Dick Mason
- Auckland in January 1904, Mason on ground at left

Personal information
- Full name: Frederick Richard Mason
- Born: 4 February 1881 Napier, New Zealand
- Died: 11 May 1936 (aged 55) Auckland, New Zealand
- Batting: Right-handed

Domestic team information
- 1902/03–1914/15: Auckland

Career statistics
| Competition | First-class |
| Matches | 19 |
| Runs scored | 520 |
| Batting average | 16.77 |
| 100s/50s | 0/1 |
| Top score | 81 |
| Balls bowled | 432 |
| Wickets | 2 |
| Bowling average | 112.50 |
| 5 wickets in innings | 0 |
| 10 wickets in match | 0 |
| Best bowling | 1/23 |
| Catches/stumpings | 14/– |
- Source: Cricinfo, 27 November 2020

= Dick Mason =

New Zealand cricketer (1881–1936)

Frederick Richard Mason (4 February 1881 – 11 May 1936) was a New Zealand cricketer. He played 17 first-class matches for Auckland between 1902 and 1915, and represented New Zealand twice in 1904–05.

==Life and career==

Mason was born in Napier and studied at Giles' Business College in Auckland before becoming an accountant.

Mason was a right-handed batsman who usually batted in the middle order. He was described later as "one of the most attractive batsmen in the Auckland side, when he got going". His highest first-class score was 81 on New Year's Day 1915, in his final match.

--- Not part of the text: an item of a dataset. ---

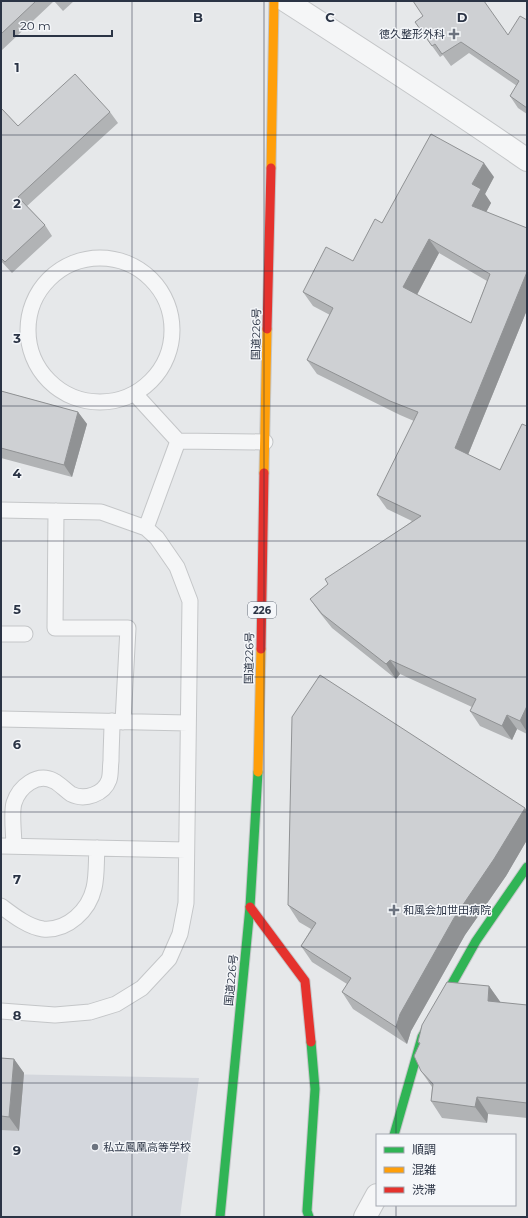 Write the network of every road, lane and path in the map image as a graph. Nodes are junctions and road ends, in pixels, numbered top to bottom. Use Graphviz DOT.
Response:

Mason made his first-class cricket debut for Auckland against Lord Hawke's team in 1902–03, scoring 26 in the first innings, which was Auckland's highest score in the match. When the Australian team toured in 1904–05, Mason made 79 against them out of Auckland's first-innings total of 175. He was selected for the two unofficial Test matches that followed shortly afterwards, but was not successful. He was also prominent in two Auckland victories in 1911–12; in the second match he took part in an unbroken tenth-wicket partnership of 35 that took Auckland to victory over Wellington.

Mason also represented Auckland at hockey between 1904 and 1912, captaining the team in 1911 and 1912. The hockey reporter for the Auckland Observer described him in 1910 as "the finest centre forward in the Dominion".

Mason died in Auckland Hospital in May 1936 after a long illness, aged 55. He left a widow and a son.